» **DATA FOR THIS TASK**
+ + + + +
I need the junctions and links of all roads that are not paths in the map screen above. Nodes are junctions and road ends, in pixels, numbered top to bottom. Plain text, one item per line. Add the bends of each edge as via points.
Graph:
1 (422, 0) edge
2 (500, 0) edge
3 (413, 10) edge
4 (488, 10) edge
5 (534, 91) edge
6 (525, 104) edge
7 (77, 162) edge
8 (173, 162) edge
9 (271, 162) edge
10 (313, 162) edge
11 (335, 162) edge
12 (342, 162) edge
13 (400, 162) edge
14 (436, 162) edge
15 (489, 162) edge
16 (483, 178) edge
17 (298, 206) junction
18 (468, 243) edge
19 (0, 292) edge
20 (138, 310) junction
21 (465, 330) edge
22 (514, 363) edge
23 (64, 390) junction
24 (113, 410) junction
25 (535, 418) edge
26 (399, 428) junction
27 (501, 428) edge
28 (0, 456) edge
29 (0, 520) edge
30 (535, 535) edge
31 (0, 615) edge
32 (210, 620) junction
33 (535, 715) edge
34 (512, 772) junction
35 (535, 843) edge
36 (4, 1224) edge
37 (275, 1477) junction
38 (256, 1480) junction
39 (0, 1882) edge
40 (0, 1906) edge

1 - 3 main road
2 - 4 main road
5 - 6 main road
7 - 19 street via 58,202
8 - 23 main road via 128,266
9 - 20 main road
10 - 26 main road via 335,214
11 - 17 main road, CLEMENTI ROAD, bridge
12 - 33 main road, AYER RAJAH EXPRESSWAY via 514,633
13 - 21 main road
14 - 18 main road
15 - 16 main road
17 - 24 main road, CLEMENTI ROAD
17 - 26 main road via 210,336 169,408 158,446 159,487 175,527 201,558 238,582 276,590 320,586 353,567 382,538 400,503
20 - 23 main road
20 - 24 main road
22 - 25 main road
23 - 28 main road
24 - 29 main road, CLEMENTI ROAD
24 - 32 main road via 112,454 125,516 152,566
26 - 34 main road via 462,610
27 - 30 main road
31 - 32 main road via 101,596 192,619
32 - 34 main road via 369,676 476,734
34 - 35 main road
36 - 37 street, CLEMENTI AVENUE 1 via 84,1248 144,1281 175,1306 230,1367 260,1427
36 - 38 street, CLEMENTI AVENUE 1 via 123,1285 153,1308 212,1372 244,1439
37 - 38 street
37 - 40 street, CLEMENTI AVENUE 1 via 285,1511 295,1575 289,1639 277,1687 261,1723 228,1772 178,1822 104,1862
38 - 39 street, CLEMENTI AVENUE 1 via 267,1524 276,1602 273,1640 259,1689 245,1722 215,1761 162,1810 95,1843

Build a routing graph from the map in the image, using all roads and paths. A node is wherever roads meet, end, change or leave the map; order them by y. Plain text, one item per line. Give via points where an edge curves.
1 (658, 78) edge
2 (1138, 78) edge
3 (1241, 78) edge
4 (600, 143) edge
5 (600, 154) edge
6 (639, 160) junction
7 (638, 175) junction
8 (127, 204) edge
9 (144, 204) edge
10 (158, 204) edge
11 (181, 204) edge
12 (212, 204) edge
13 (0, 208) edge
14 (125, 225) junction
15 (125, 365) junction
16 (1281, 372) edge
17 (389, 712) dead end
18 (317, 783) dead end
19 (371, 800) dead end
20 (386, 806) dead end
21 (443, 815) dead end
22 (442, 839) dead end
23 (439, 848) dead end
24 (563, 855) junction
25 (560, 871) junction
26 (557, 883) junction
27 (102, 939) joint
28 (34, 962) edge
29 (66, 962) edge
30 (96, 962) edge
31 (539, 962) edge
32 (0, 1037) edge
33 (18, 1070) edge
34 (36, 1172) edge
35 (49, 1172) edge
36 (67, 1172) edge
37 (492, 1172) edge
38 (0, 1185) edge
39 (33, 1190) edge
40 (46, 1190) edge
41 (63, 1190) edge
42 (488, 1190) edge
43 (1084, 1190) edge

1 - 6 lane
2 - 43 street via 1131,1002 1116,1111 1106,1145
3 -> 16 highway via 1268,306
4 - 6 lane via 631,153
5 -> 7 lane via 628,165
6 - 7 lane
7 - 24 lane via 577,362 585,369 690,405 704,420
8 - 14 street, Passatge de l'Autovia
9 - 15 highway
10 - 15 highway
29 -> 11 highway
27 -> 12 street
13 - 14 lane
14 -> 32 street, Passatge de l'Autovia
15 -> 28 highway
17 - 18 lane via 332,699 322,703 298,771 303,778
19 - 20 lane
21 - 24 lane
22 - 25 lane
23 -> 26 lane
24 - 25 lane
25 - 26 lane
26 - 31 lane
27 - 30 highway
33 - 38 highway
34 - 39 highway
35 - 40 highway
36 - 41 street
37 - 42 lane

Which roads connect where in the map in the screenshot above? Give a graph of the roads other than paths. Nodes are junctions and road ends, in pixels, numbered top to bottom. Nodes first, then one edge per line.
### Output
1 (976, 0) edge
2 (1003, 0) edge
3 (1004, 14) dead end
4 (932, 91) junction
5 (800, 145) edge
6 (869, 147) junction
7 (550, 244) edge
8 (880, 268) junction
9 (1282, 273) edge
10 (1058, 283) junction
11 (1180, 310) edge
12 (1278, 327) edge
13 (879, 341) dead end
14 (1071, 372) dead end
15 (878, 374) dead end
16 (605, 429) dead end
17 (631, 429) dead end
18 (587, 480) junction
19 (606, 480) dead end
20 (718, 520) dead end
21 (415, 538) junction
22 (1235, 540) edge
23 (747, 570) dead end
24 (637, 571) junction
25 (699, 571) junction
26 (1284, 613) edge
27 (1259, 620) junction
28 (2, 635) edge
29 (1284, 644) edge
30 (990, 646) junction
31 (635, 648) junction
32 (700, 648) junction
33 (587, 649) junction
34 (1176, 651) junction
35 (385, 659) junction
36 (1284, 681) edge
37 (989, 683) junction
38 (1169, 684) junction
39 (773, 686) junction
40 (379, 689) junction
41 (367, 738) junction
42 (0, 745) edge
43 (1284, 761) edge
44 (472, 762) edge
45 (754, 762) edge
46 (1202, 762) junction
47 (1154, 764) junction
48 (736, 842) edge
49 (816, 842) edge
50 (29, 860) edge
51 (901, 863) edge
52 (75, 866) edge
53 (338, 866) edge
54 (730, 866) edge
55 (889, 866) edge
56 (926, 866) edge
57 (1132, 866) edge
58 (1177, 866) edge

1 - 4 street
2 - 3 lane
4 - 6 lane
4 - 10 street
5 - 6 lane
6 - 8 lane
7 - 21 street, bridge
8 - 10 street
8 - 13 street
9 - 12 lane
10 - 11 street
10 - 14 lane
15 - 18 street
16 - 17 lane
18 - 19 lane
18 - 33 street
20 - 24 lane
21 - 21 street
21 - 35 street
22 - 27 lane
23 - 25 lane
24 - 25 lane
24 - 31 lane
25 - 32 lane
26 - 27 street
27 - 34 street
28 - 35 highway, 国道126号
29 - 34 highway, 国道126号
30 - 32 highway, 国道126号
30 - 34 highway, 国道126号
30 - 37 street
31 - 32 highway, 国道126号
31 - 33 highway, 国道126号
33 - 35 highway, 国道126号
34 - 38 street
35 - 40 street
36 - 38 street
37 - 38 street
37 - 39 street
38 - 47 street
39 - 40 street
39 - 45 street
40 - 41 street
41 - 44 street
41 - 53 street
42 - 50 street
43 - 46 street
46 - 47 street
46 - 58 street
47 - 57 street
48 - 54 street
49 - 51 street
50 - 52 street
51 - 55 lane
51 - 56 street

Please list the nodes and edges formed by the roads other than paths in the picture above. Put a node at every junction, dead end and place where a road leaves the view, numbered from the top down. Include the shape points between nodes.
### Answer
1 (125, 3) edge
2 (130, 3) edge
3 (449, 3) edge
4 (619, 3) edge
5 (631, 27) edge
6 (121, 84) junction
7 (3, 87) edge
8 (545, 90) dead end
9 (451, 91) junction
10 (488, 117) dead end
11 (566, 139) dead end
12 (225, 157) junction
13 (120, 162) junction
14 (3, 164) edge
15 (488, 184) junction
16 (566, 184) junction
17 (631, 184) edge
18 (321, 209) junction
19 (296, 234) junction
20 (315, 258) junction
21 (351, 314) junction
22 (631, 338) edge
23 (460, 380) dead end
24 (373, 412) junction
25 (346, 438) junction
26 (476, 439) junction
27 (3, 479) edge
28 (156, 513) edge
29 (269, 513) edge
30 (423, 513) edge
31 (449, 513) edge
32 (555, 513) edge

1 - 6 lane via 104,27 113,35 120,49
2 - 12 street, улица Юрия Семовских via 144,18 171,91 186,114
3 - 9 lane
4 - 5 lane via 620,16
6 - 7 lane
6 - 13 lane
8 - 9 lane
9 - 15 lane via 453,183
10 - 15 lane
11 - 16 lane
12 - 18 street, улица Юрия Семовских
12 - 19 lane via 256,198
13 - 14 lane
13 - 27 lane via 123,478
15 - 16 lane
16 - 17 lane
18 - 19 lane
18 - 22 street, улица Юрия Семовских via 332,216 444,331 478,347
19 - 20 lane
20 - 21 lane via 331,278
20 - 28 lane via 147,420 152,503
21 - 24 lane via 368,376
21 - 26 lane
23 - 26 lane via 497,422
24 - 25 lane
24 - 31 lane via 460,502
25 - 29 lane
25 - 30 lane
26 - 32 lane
+ + + + +
» **ABOUT THIS EXERCISE**
Pull every line containing "Юрия" out of the material and copy it.

» **WORKED SOLUTION**
2 - 12 street, улица Юрия Семовских via 144,18 171,91 186,114
12 - 18 street, улица Юрия Семовских
18 - 22 street, улица Юрия Семовских via 332,216 444,331 478,347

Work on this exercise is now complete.